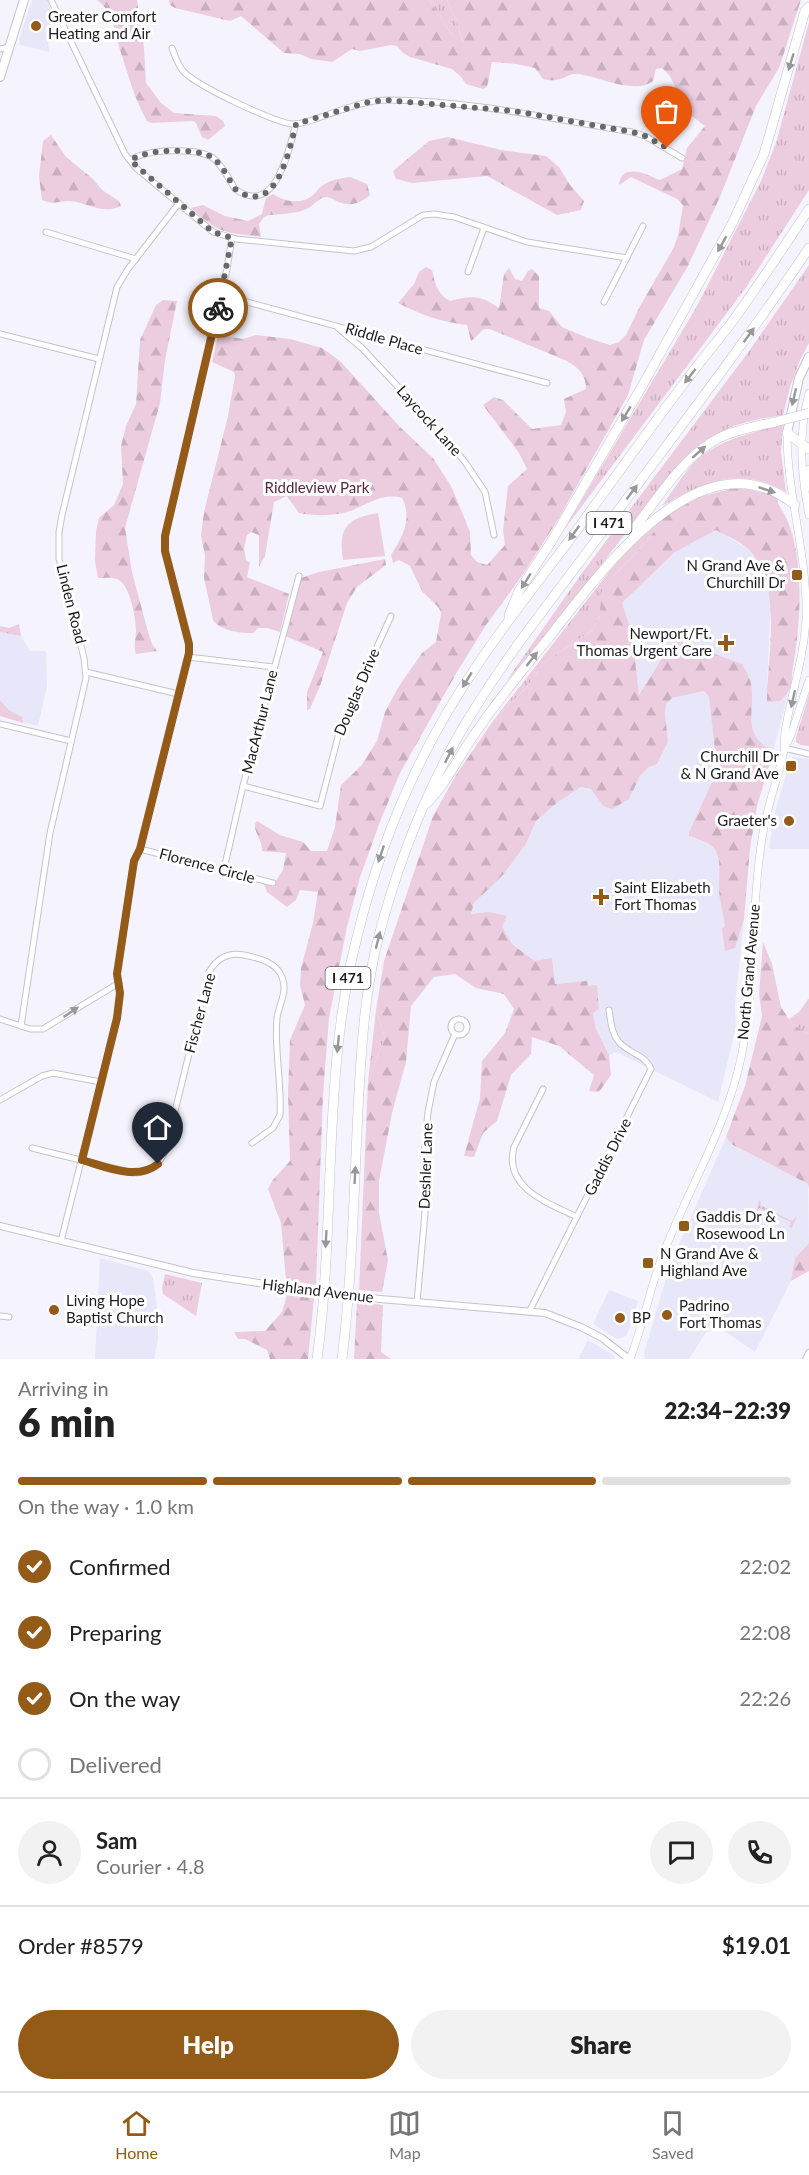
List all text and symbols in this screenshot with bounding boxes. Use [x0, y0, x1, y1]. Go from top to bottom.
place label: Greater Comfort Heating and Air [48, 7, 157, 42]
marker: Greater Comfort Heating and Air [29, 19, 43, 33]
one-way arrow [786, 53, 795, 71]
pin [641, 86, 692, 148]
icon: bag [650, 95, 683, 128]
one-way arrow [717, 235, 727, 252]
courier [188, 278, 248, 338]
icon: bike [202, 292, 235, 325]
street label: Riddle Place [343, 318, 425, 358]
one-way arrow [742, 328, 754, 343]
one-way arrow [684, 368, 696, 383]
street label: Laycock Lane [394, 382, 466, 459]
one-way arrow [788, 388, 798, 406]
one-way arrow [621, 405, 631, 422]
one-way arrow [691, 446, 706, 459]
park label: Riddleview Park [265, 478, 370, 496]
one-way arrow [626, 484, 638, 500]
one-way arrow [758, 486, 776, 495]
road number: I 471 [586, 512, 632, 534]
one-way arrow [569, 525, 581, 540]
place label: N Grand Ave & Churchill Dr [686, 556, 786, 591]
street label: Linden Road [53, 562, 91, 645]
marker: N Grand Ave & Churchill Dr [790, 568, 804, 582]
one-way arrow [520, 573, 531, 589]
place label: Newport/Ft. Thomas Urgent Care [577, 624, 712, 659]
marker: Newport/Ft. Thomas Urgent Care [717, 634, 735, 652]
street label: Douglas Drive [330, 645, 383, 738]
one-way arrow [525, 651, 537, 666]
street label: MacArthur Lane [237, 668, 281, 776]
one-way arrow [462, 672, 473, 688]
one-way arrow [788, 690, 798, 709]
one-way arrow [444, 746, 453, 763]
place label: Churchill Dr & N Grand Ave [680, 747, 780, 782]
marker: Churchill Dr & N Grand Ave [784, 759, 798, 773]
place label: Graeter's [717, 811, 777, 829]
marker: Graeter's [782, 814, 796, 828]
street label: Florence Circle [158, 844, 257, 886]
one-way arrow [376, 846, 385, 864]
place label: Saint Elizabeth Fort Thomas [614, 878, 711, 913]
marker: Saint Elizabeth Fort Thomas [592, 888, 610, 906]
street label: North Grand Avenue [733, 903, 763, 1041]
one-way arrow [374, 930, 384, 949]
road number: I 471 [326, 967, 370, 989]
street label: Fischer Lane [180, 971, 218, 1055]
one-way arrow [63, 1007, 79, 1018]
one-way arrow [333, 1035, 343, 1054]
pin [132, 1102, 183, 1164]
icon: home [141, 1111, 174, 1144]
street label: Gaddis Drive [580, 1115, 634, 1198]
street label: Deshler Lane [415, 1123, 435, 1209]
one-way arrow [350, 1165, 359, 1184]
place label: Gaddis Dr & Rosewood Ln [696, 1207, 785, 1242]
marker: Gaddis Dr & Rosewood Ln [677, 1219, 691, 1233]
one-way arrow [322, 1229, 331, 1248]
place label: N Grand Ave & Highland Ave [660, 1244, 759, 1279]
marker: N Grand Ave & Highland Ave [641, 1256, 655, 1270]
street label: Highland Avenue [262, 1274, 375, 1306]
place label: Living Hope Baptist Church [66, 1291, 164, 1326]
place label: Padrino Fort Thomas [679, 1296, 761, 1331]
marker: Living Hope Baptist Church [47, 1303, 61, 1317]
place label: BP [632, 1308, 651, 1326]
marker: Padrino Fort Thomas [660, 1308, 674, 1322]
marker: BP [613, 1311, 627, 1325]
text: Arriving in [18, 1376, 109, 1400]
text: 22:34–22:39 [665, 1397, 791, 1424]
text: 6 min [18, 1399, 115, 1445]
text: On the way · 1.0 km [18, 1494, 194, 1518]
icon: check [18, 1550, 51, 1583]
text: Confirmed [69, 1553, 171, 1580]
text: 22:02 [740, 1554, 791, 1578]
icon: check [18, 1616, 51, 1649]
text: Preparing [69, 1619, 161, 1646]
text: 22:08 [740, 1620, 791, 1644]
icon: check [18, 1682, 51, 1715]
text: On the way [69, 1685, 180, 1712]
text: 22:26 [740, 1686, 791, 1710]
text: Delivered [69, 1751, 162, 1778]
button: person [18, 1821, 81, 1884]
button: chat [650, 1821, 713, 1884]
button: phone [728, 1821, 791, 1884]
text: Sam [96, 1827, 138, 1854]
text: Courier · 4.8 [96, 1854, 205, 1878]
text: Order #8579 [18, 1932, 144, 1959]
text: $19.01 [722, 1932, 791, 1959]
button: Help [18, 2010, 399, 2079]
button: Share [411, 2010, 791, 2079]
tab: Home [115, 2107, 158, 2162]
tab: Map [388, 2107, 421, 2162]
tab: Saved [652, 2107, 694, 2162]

------------------------------------

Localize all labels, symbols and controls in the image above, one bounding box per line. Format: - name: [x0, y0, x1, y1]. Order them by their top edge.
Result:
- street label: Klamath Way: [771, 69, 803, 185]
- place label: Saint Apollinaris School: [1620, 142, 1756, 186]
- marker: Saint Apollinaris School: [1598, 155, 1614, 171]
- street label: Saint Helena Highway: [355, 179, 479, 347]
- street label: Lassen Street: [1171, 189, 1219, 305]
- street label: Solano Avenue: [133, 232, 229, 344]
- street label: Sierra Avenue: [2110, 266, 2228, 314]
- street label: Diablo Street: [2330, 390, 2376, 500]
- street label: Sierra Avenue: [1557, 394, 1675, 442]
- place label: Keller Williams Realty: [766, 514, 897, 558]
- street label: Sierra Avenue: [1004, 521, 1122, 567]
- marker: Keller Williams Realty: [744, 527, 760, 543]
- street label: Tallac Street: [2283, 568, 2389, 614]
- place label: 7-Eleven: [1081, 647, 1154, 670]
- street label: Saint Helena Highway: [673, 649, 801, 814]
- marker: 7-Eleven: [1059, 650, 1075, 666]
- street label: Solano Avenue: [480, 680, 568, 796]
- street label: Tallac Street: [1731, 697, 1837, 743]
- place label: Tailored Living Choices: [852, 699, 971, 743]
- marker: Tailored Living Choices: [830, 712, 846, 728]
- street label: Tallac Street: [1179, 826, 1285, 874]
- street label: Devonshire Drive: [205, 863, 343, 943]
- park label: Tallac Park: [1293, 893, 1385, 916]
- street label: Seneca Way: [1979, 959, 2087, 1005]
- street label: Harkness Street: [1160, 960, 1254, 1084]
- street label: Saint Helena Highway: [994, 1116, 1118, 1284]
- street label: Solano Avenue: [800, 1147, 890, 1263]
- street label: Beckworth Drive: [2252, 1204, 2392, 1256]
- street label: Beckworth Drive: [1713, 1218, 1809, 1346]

------------------------------------

# Aim of the exercise:
Find each line in the data above with the word "Order", then copy it.

# Task response:
text: Order #8579 [18, 1932, 144, 1959]
Localize all labels, symbols and controls in the image above, one bounding box per line. Format: - name: [x0, y0, x1, y1]. Order them by their top edge.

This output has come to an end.